>>>>>
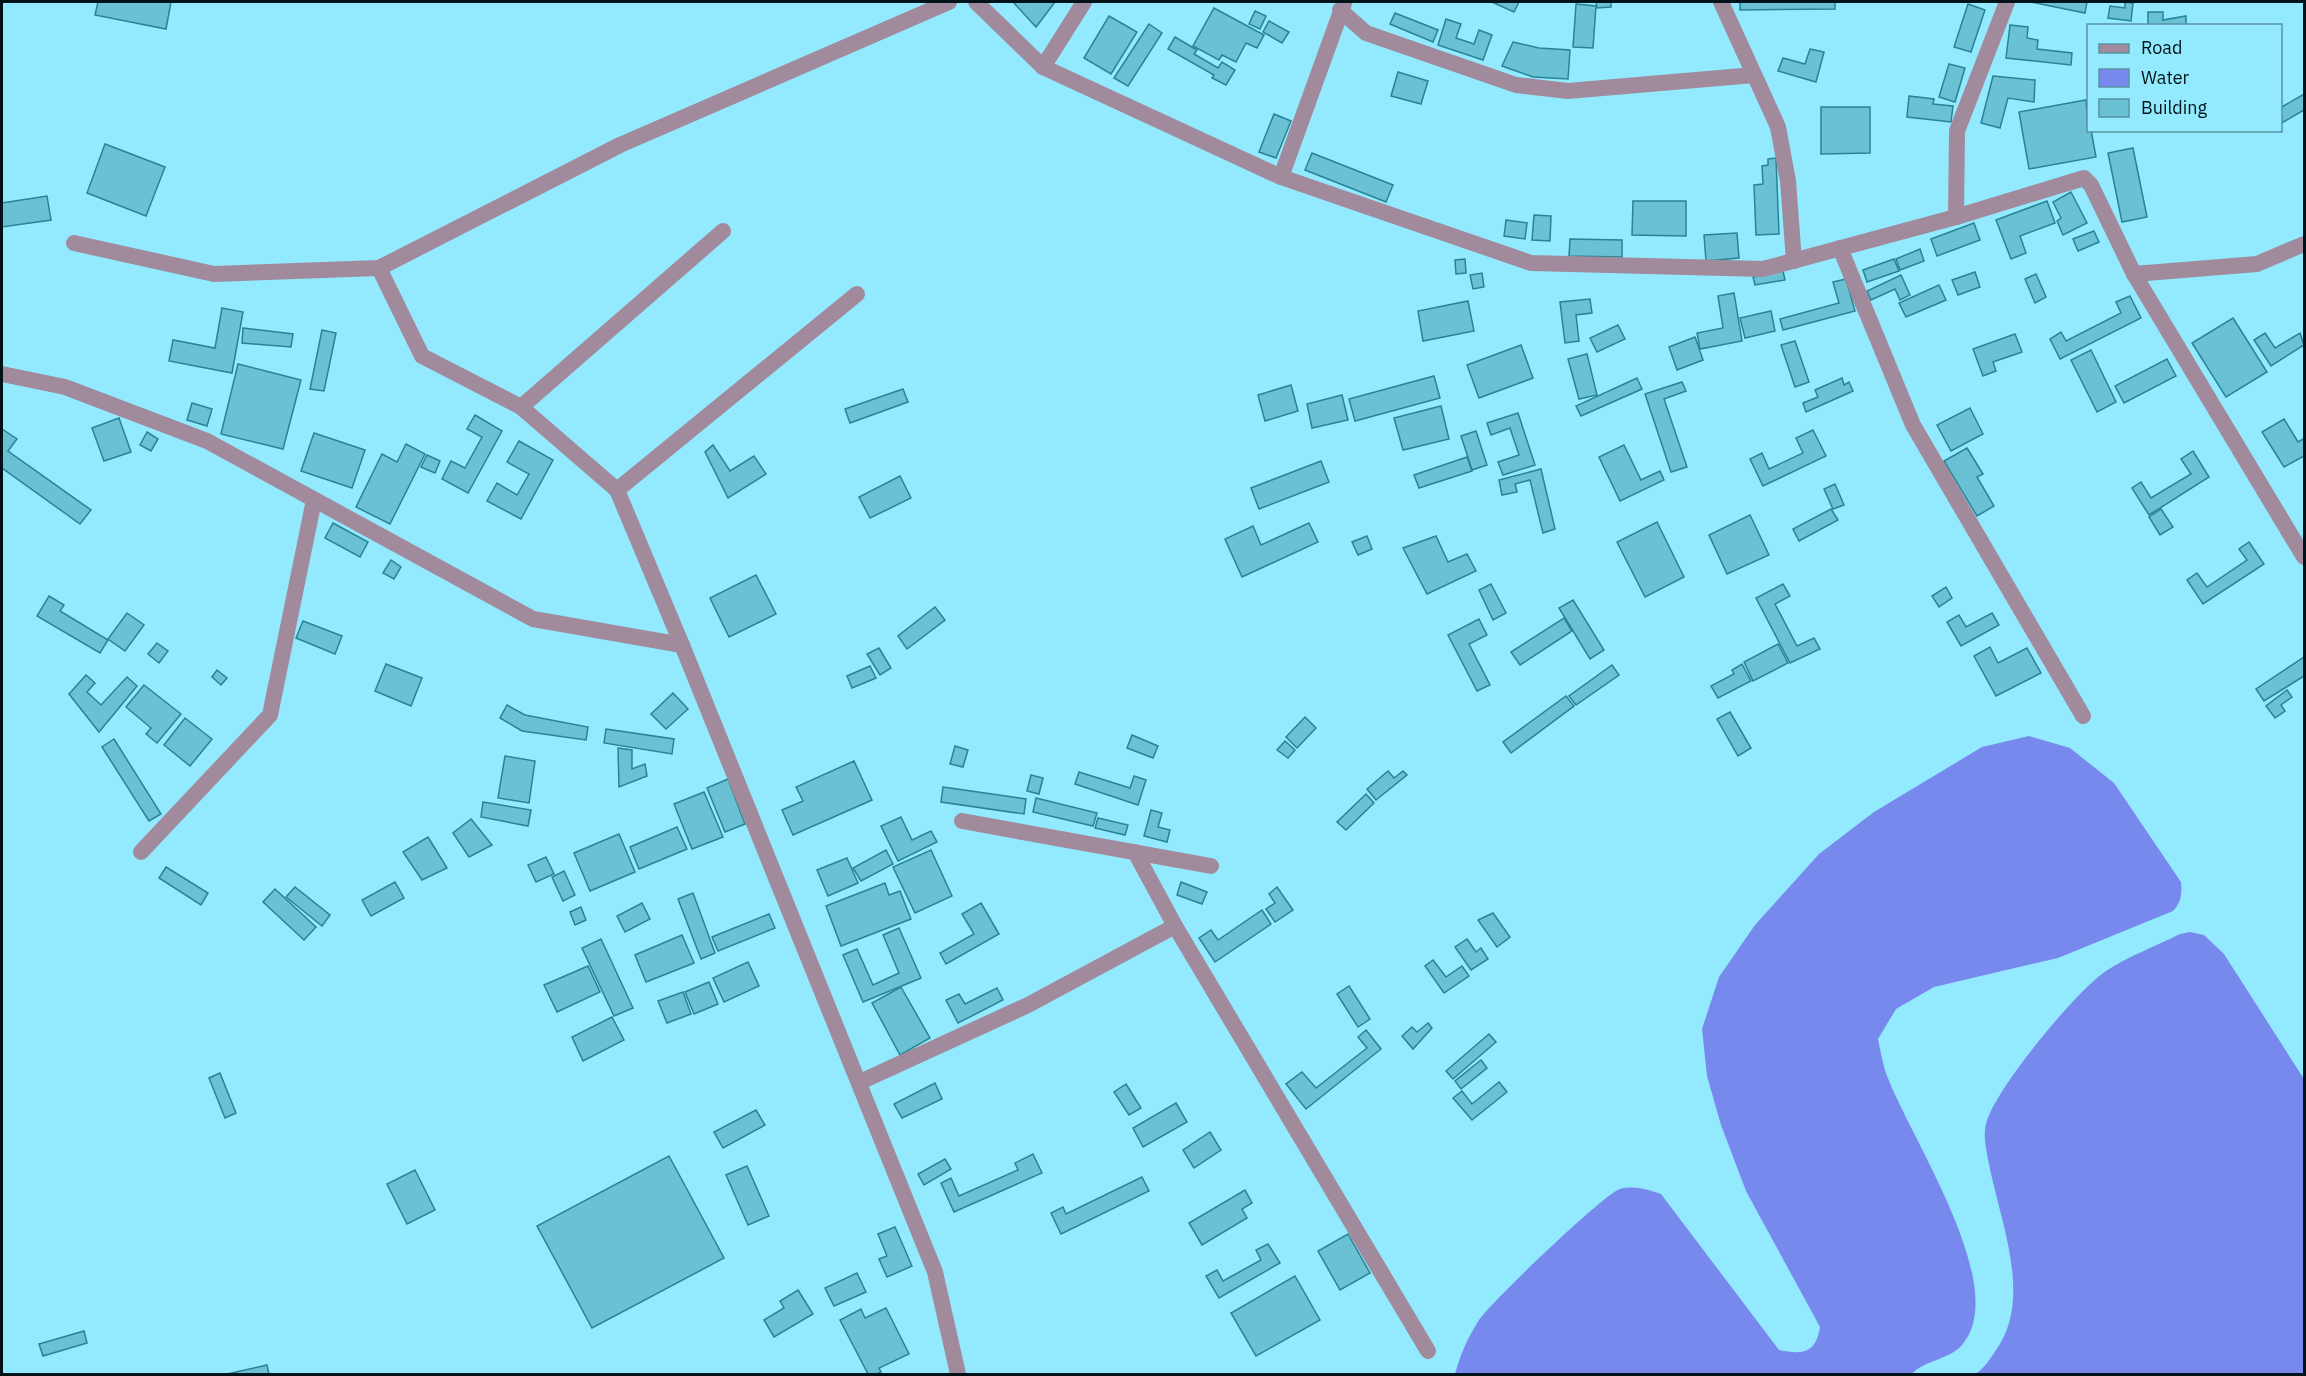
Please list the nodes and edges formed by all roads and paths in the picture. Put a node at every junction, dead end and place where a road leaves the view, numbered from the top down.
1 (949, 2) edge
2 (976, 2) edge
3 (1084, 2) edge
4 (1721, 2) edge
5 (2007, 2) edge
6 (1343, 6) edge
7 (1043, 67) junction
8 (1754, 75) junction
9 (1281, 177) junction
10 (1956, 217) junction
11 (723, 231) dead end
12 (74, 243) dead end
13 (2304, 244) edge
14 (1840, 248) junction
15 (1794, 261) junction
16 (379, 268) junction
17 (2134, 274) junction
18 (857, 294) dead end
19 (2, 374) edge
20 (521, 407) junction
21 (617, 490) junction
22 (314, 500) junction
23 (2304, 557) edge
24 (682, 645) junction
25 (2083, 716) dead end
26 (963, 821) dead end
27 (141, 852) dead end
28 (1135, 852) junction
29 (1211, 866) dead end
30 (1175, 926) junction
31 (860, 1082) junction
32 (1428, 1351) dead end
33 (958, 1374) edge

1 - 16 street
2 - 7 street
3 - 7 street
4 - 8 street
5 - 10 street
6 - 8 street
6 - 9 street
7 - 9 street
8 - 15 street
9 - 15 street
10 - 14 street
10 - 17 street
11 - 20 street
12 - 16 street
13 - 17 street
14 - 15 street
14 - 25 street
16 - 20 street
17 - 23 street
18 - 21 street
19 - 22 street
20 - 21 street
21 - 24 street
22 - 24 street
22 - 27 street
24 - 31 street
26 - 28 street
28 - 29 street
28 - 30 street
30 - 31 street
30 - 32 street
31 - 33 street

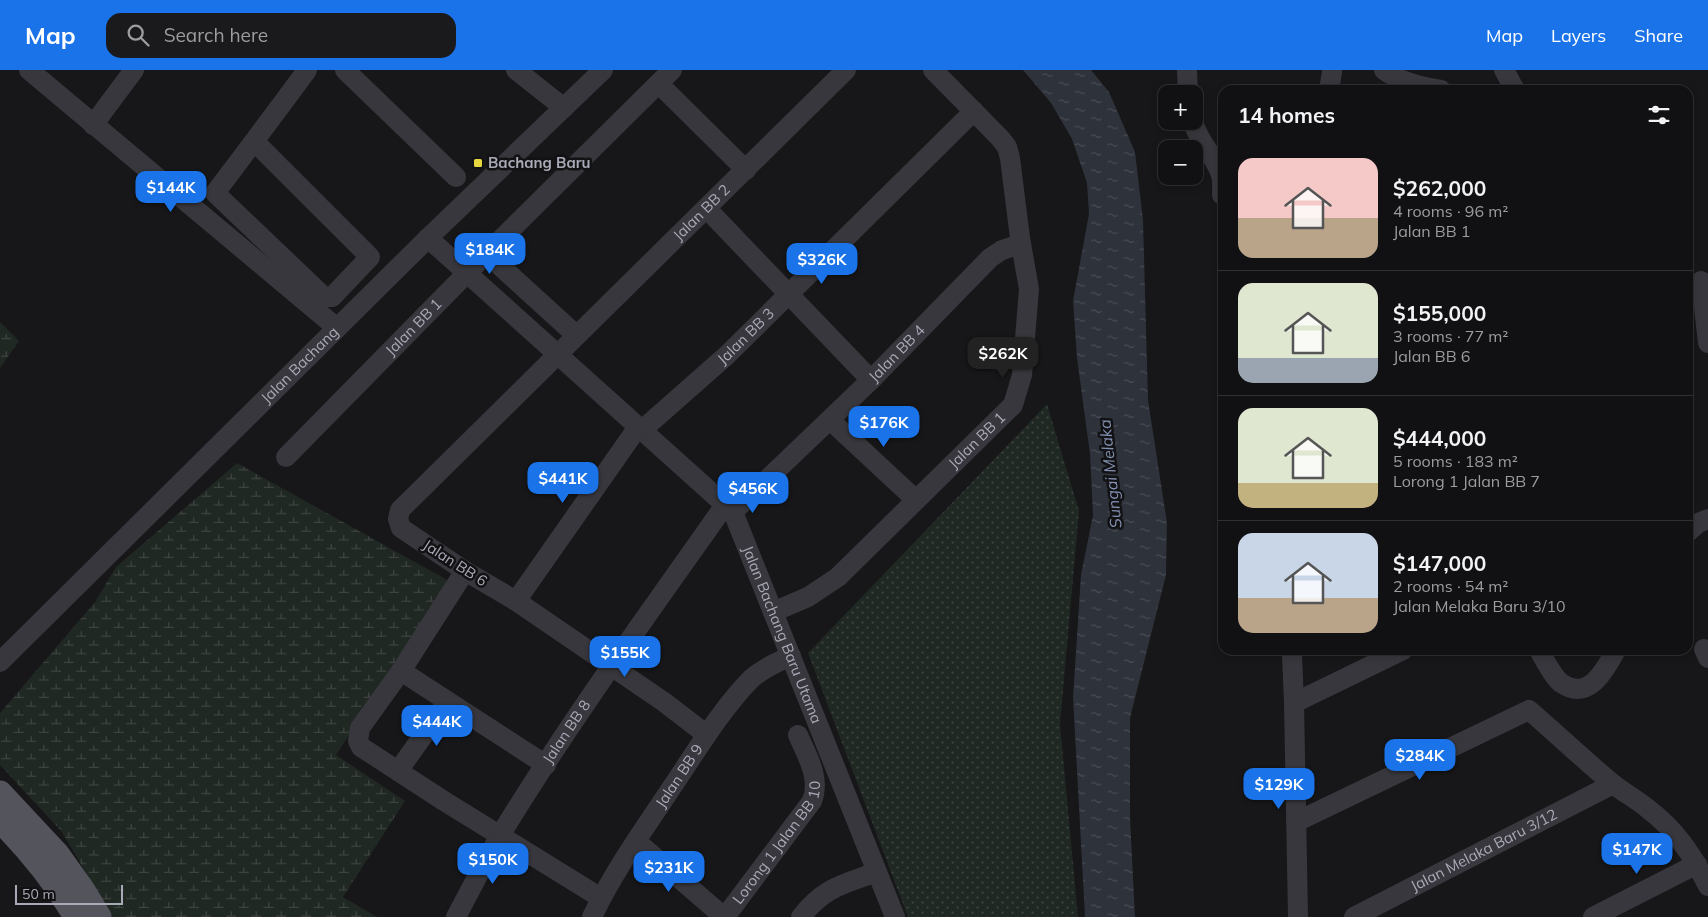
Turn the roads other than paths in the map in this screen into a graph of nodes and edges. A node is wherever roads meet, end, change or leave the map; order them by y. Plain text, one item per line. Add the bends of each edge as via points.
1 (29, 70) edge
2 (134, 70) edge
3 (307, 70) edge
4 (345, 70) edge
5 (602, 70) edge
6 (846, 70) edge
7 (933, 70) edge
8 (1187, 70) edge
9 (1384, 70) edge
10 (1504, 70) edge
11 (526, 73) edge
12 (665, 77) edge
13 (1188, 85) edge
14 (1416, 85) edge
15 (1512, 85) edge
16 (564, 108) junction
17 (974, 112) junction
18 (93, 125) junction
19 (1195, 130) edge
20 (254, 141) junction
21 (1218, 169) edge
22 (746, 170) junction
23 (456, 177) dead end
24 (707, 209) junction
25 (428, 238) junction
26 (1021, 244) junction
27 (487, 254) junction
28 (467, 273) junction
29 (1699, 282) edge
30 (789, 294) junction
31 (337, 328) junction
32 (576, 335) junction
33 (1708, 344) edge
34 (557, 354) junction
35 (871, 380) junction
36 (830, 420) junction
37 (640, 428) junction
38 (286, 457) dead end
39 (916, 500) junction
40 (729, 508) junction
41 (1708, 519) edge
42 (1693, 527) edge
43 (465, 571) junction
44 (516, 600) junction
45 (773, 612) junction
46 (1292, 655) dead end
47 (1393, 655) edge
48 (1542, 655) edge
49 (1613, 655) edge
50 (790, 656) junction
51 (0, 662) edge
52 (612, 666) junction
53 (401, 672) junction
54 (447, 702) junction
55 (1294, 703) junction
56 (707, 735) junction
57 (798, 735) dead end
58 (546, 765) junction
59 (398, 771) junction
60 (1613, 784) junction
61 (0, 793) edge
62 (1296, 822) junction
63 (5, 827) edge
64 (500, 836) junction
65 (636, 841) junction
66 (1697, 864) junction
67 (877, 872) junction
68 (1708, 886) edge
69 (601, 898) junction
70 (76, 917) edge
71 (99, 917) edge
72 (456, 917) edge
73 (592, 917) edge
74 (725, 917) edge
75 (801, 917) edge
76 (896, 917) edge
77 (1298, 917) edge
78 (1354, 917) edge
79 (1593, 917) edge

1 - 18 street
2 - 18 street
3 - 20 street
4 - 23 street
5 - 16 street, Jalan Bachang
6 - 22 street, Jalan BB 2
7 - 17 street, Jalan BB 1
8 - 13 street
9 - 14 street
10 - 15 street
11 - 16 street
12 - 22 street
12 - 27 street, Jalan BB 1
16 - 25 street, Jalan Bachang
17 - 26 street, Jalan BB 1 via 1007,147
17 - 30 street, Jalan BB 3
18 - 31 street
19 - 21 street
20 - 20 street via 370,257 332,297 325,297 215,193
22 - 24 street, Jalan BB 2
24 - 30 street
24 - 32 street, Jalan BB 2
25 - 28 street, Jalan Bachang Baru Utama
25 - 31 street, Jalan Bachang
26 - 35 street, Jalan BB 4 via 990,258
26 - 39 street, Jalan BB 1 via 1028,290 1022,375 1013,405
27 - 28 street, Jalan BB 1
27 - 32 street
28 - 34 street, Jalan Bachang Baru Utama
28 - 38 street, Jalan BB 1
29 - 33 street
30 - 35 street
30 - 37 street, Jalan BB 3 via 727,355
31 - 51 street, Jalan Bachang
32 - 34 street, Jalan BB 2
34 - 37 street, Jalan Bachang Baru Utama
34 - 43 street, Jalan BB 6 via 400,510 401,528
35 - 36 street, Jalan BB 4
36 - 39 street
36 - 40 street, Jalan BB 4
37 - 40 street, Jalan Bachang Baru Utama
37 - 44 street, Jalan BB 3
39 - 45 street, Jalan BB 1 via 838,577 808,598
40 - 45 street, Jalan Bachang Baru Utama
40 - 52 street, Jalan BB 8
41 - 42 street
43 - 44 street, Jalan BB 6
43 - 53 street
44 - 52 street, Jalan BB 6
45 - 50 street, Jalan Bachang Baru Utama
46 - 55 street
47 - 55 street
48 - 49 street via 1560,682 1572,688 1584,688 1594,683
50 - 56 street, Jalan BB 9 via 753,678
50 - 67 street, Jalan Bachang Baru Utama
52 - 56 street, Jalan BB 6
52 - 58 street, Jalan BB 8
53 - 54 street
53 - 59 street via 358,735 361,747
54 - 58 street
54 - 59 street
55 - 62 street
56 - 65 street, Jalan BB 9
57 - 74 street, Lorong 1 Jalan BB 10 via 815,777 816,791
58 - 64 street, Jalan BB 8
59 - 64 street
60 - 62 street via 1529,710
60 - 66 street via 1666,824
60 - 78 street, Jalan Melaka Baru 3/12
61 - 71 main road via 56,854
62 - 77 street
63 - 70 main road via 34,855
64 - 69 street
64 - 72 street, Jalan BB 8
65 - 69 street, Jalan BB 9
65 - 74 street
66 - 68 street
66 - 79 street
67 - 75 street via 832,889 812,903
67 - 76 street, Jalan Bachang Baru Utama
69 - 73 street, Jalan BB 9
<<<<<
§ What the exercise asks:
Every entry belongs in the answer exactly as written, but no picture does.

§ Finished exercise:
Please list the nodes and edges formed by all roads and paths in the picture. Put a node at every junction, dead end and place where a road leaves the view, numbered from the top down.
1 (949, 2) edge
2 (976, 2) edge
3 (1084, 2) edge
4 (1721, 2) edge
5 (2007, 2) edge
6 (1343, 6) edge
7 (1043, 67) junction
8 (1754, 75) junction
9 (1281, 177) junction
10 (1956, 217) junction
11 (723, 231) dead end
12 (74, 243) dead end
13 (2304, 244) edge
14 (1840, 248) junction
15 (1794, 261) junction
16 (379, 268) junction
17 (2134, 274) junction
18 (857, 294) dead end
19 (2, 374) edge
20 (521, 407) junction
21 (617, 490) junction
22 (314, 500) junction
23 (2304, 557) edge
24 (682, 645) junction
25 (2083, 716) dead end
26 (963, 821) dead end
27 (141, 852) dead end
28 (1135, 852) junction
29 (1211, 866) dead end
30 (1175, 926) junction
31 (860, 1082) junction
32 (1428, 1351) dead end
33 (958, 1374) edge

1 - 16 street
2 - 7 street
3 - 7 street
4 - 8 street
5 - 10 street
6 - 8 street
6 - 9 street
7 - 9 street
8 - 15 street
9 - 15 street
10 - 14 street
10 - 17 street
11 - 20 street
12 - 16 street
13 - 17 street
14 - 15 street
14 - 25 street
16 - 20 street
17 - 23 street
18 - 21 street
19 - 22 street
20 - 21 street
21 - 24 street
22 - 24 street
22 - 27 street
24 - 31 street
26 - 28 street
28 - 29 street
28 - 30 street
30 - 31 street
30 - 32 street
31 - 33 street

Turn the roads other than paths in the map in this screen into a graph of nodes and edges. A node is wherever roads meet, end, change or leave the map; order them by y. Plain text, one item per line. Add the bends of each edge as via points.
1 (29, 70) edge
2 (134, 70) edge
3 (307, 70) edge
4 (345, 70) edge
5 (602, 70) edge
6 (846, 70) edge
7 (933, 70) edge
8 (1187, 70) edge
9 (1384, 70) edge
10 (1504, 70) edge
11 (526, 73) edge
12 (665, 77) edge
13 (1188, 85) edge
14 (1416, 85) edge
15 (1512, 85) edge
16 (564, 108) junction
17 (974, 112) junction
18 (93, 125) junction
19 (1195, 130) edge
20 (254, 141) junction
21 (1218, 169) edge
22 (746, 170) junction
23 (456, 177) dead end
24 (707, 209) junction
25 (428, 238) junction
26 (1021, 244) junction
27 (487, 254) junction
28 (467, 273) junction
29 (1699, 282) edge
30 (789, 294) junction
31 (337, 328) junction
32 (576, 335) junction
33 (1708, 344) edge
34 (557, 354) junction
35 (871, 380) junction
36 (830, 420) junction
37 (640, 428) junction
38 (286, 457) dead end
39 (916, 500) junction
40 (729, 508) junction
41 (1708, 519) edge
42 (1693, 527) edge
43 (465, 571) junction
44 (516, 600) junction
45 (773, 612) junction
46 (1292, 655) dead end
47 (1393, 655) edge
48 (1542, 655) edge
49 (1613, 655) edge
50 (790, 656) junction
51 (0, 662) edge
52 (612, 666) junction
53 (401, 672) junction
54 (447, 702) junction
55 (1294, 703) junction
56 (707, 735) junction
57 (798, 735) dead end
58 (546, 765) junction
59 (398, 771) junction
60 (1613, 784) junction
61 (0, 793) edge
62 (1296, 822) junction
63 (5, 827) edge
64 (500, 836) junction
65 (636, 841) junction
66 (1697, 864) junction
67 (877, 872) junction
68 (1708, 886) edge
69 (601, 898) junction
70 (76, 917) edge
71 (99, 917) edge
72 (456, 917) edge
73 (592, 917) edge
74 (725, 917) edge
75 (801, 917) edge
76 (896, 917) edge
77 (1298, 917) edge
78 (1354, 917) edge
79 (1593, 917) edge

1 - 18 street
2 - 18 street
3 - 20 street
4 - 23 street
5 - 16 street, Jalan Bachang
6 - 22 street, Jalan BB 2
7 - 17 street, Jalan BB 1
8 - 13 street
9 - 14 street
10 - 15 street
11 - 16 street
12 - 22 street
12 - 27 street, Jalan BB 1
16 - 25 street, Jalan Bachang
17 - 26 street, Jalan BB 1 via 1007,147
17 - 30 street, Jalan BB 3
18 - 31 street
19 - 21 street
20 - 20 street via 370,257 332,297 325,297 215,193
22 - 24 street, Jalan BB 2
24 - 30 street
24 - 32 street, Jalan BB 2
25 - 28 street, Jalan Bachang Baru Utama
25 - 31 street, Jalan Bachang
26 - 35 street, Jalan BB 4 via 990,258
26 - 39 street, Jalan BB 1 via 1028,290 1022,375 1013,405
27 - 28 street, Jalan BB 1
27 - 32 street
28 - 34 street, Jalan Bachang Baru Utama
28 - 38 street, Jalan BB 1
29 - 33 street
30 - 35 street
30 - 37 street, Jalan BB 3 via 727,355
31 - 51 street, Jalan Bachang
32 - 34 street, Jalan BB 2
34 - 37 street, Jalan Bachang Baru Utama
34 - 43 street, Jalan BB 6 via 400,510 401,528
35 - 36 street, Jalan BB 4
36 - 39 street
36 - 40 street, Jalan BB 4
37 - 40 street, Jalan Bachang Baru Utama
37 - 44 street, Jalan BB 3
39 - 45 street, Jalan BB 1 via 838,577 808,598
40 - 45 street, Jalan Bachang Baru Utama
40 - 52 street, Jalan BB 8
41 - 42 street
43 - 44 street, Jalan BB 6
43 - 53 street
44 - 52 street, Jalan BB 6
45 - 50 street, Jalan Bachang Baru Utama
46 - 55 street
47 - 55 street
48 - 49 street via 1560,682 1572,688 1584,688 1594,683
50 - 56 street, Jalan BB 9 via 753,678
50 - 67 street, Jalan Bachang Baru Utama
52 - 56 street, Jalan BB 6
52 - 58 street, Jalan BB 8
53 - 54 street
53 - 59 street via 358,735 361,747
54 - 58 street
54 - 59 street
55 - 62 street
56 - 65 street, Jalan BB 9
57 - 74 street, Lorong 1 Jalan BB 10 via 815,777 816,791
58 - 64 street, Jalan BB 8
59 - 64 street
60 - 62 street via 1529,710
60 - 66 street via 1666,824
60 - 78 street, Jalan Melaka Baru 3/12
61 - 71 main road via 56,854
62 - 77 street
63 - 70 main road via 34,855
64 - 69 street
64 - 72 street, Jalan BB 8
65 - 69 street, Jalan BB 9
65 - 74 street
66 - 68 street
66 - 79 street
67 - 75 street via 832,889 812,903
67 - 76 street, Jalan Bachang Baru Utama
69 - 73 street, Jalan BB 9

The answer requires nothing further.